**TASK DIRECTIONS**
In the data below, which lines contain "other"? List them by copying each one.

Recorded data:
################
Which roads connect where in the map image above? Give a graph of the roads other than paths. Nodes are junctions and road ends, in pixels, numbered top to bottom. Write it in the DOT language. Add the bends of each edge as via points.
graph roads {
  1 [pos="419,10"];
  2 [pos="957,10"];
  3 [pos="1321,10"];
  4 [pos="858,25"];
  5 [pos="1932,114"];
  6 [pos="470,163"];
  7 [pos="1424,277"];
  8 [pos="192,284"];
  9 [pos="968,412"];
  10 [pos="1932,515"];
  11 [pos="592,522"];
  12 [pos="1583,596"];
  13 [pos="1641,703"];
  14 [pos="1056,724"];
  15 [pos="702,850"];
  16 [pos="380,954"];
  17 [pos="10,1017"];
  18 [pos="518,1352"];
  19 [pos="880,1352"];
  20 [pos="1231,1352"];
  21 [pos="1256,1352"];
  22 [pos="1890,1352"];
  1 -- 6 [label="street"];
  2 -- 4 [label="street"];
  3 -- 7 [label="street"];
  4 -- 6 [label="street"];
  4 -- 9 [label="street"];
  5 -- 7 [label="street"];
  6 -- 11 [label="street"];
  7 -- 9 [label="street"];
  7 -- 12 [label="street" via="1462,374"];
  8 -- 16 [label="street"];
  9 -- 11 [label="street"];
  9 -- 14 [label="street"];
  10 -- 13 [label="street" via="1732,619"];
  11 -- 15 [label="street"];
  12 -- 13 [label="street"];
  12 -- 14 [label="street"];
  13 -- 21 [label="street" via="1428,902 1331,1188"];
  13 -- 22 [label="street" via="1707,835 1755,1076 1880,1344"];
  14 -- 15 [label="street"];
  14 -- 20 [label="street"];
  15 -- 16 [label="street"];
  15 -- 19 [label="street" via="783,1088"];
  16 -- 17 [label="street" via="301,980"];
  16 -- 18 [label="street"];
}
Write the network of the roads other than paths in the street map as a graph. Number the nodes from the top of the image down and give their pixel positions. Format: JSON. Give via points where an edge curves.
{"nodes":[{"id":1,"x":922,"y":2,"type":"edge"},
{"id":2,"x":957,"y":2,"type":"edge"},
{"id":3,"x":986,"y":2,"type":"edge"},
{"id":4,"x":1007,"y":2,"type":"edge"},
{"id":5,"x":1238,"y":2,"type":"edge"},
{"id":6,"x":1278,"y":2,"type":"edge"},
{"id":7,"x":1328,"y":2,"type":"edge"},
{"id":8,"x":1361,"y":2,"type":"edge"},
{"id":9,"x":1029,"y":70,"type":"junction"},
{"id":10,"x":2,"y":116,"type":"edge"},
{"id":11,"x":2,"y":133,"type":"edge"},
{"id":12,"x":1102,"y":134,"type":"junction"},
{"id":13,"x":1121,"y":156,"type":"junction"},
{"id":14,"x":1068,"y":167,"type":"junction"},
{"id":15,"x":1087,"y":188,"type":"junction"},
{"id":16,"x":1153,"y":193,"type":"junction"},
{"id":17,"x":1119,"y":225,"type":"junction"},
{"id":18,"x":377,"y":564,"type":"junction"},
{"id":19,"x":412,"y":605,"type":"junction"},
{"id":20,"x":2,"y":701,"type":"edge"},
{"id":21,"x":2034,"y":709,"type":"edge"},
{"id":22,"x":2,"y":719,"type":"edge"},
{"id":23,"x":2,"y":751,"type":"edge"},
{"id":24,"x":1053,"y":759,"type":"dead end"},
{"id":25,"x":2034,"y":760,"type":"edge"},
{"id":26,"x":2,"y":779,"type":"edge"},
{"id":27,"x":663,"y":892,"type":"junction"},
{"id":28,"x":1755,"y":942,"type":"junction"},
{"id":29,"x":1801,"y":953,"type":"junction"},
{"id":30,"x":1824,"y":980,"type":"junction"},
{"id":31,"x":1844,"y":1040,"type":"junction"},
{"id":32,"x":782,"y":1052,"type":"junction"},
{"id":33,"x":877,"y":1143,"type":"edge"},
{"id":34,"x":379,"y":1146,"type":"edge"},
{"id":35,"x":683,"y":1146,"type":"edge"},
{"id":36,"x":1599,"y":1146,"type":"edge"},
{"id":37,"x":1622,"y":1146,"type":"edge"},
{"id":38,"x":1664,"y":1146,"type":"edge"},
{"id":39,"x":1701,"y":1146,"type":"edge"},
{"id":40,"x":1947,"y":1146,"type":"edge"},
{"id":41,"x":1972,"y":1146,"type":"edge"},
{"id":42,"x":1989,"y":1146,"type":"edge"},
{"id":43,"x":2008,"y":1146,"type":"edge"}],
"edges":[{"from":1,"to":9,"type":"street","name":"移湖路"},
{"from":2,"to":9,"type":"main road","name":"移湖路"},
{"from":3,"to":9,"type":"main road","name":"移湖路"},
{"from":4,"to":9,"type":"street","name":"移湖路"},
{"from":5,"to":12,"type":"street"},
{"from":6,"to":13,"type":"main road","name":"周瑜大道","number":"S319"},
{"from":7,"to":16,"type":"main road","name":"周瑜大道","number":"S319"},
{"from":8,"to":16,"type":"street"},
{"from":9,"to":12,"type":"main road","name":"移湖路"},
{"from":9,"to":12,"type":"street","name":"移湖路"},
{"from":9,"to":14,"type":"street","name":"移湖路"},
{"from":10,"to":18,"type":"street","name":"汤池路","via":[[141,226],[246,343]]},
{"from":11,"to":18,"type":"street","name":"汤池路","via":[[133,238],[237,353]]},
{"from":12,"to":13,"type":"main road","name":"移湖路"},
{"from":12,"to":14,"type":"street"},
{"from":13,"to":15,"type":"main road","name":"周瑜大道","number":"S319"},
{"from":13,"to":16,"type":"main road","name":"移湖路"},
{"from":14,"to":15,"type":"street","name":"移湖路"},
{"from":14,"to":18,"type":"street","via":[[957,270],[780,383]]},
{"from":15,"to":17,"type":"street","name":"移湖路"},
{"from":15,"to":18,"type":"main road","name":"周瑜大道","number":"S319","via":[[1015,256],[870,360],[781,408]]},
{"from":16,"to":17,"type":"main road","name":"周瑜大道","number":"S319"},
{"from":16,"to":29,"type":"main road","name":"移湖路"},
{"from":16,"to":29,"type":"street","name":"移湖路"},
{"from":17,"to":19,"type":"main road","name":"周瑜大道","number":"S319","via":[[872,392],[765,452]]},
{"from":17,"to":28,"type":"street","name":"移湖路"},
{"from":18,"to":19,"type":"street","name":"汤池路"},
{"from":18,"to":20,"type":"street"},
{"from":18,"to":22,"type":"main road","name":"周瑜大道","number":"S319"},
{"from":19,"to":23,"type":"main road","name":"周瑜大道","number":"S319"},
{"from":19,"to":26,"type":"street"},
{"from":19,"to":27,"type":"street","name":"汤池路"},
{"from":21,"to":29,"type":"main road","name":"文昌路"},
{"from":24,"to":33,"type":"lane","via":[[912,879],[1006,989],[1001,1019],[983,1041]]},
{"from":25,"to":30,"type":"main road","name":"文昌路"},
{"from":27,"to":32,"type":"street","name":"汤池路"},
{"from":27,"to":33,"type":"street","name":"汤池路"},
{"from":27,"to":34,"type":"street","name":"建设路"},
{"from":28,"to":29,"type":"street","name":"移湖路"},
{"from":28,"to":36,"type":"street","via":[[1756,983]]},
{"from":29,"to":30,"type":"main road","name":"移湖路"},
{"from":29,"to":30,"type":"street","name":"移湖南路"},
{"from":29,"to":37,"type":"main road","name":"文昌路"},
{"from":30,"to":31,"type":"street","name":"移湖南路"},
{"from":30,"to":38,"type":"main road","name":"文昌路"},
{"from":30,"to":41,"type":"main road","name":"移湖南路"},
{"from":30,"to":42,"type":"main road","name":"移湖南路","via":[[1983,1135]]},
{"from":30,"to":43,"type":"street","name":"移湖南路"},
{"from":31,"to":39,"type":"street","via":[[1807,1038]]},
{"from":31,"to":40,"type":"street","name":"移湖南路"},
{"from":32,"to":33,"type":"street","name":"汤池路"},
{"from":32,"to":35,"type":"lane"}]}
################
**ANSWER SPACE**
Which roads connect where in the map image above? Give a graph of the roads other than paths. Nodes are junctions and road ends, in pixels, numbered top to bottom. Write it in the DOT language. Add the bends of each edge as via points.
Write the network of the roads other than paths in the street map as a graph. Number the nodes from the top of the image down and give their pixel positions. Format: JSON. Give via points where an edge curves.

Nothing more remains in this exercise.